Work request
Nothing but the images is to be left out of your exact copy of the entries.

Stored data
'''

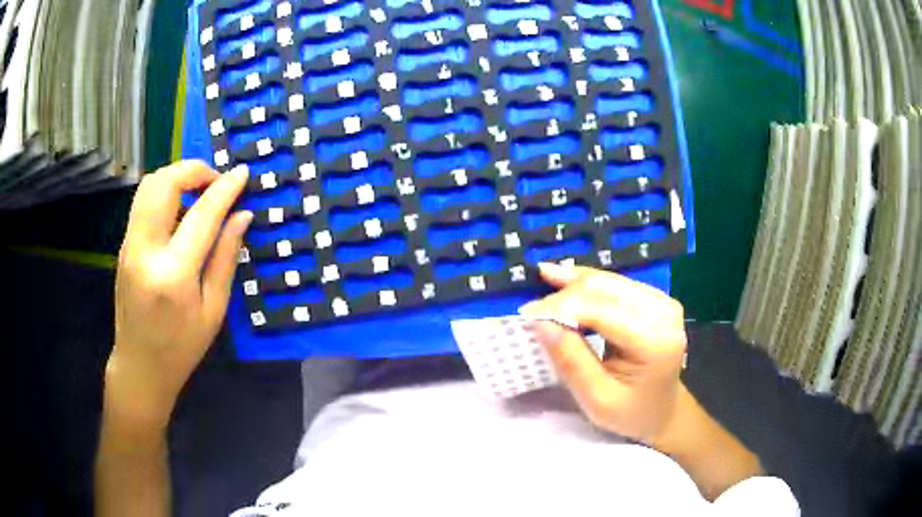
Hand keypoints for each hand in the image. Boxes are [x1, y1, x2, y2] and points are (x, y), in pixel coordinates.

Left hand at [107, 161, 250, 427]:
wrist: (139, 366)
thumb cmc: (182, 347)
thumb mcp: (213, 310)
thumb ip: (226, 257)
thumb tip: (242, 215)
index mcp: (173, 274)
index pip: (202, 214)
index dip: (225, 188)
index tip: (243, 173)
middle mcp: (145, 251)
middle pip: (164, 183)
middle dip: (194, 169)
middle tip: (216, 181)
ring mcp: (129, 245)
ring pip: (149, 185)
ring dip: (177, 176)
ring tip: (199, 191)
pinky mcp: (124, 245)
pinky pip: (143, 202)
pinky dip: (165, 192)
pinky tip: (180, 210)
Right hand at [520, 264, 686, 443]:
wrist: (662, 411)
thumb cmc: (630, 413)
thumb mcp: (596, 399)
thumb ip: (571, 360)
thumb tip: (541, 322)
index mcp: (654, 341)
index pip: (600, 310)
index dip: (560, 307)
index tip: (526, 313)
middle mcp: (663, 312)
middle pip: (606, 288)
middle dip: (565, 292)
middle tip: (532, 304)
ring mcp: (663, 301)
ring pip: (610, 280)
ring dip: (575, 281)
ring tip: (545, 276)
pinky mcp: (658, 299)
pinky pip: (617, 284)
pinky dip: (589, 284)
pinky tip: (568, 280)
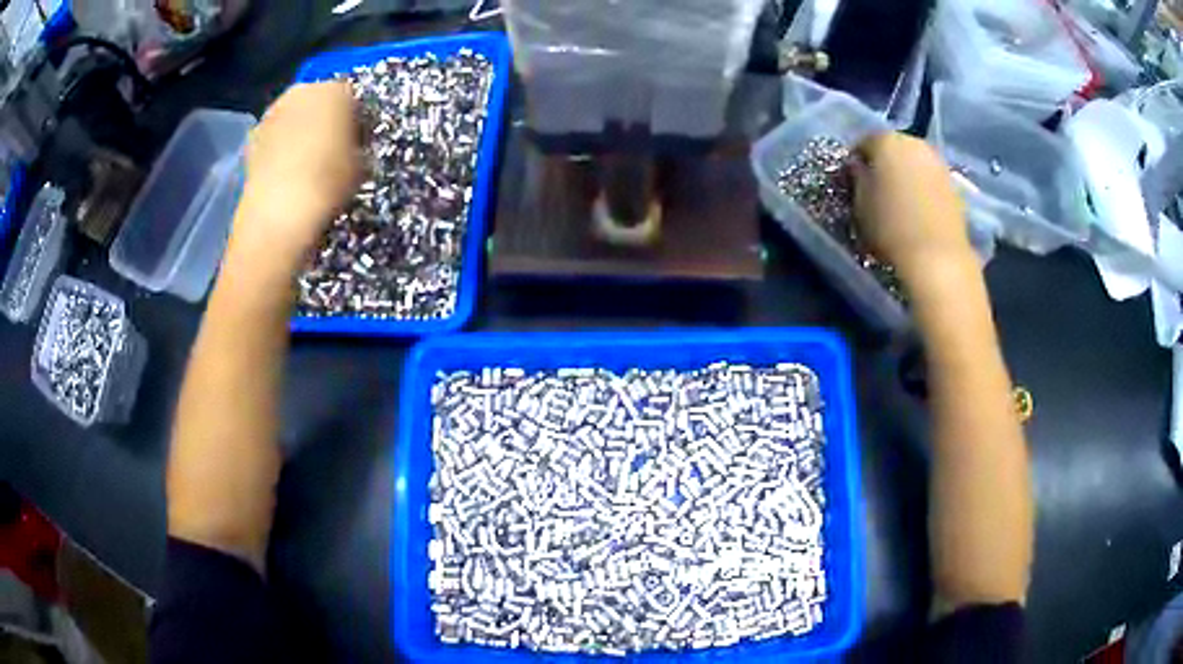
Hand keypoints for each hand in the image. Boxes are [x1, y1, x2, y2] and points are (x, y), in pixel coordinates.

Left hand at [227, 81, 361, 278]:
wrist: (278, 214)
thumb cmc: (328, 183)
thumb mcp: (361, 164)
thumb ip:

'''

Completed exercise
Hand keypoints for each hand in the image. Boxes are [x1, y1, x2, y2] and points are (x, y), in pixel coordinates.

Left hand at [107, 161, 250, 427]:
wrist: (139, 366)
thumb cmc: (182, 347)
thumb mcp: (213, 310)
thumb ip: (226, 257)
thumb tip: (242, 215)
index mcp: (173, 274)
index pip: (202, 214)
index dip: (225, 188)
index tip: (243, 173)
middle mcp: (145, 251)
middle pip: (164, 183)
middle dip: (194, 169)
middle tip: (216, 181)
ring mcp: (129, 245)
ring pip: (149, 185)
ring dip: (177, 176)
ring tip: (199, 191)
pinky mcp: (124, 245)
pinky pip: (143, 202)
pinky dip: (165, 192)
pinky tip: (180, 210)
Right hand at [520, 264, 686, 443]:
wrist: (662, 411)
thumb cmc: (630, 413)
thumb mcp: (596, 399)
thumb ip: (571, 360)
thumb tip: (541, 322)
index mcp: (654, 341)
index pip: (600, 310)
index dip: (560, 307)
index tip: (526, 313)
middle mcp: (663, 312)
middle pip: (606, 288)
middle dip: (565, 292)
middle tip: (532, 304)
ring mcp: (663, 301)
ring pip: (610, 280)
ring dip: (575, 281)
ring tip: (545, 276)
pinky mcp: (658, 299)
pinky pip: (617, 284)
pinky dip: (589, 284)
pinky tip: (568, 280)
Hand keypoints for each hand in the image. Boxes are [x1, y1, x2, y2] and points are (x, y), in pixel coordinates.

Left hand at [227, 81, 361, 278]:
wrist: (278, 214)
thumb cmc: (328, 183)
thumb mcp: (361, 164)
thumb ip:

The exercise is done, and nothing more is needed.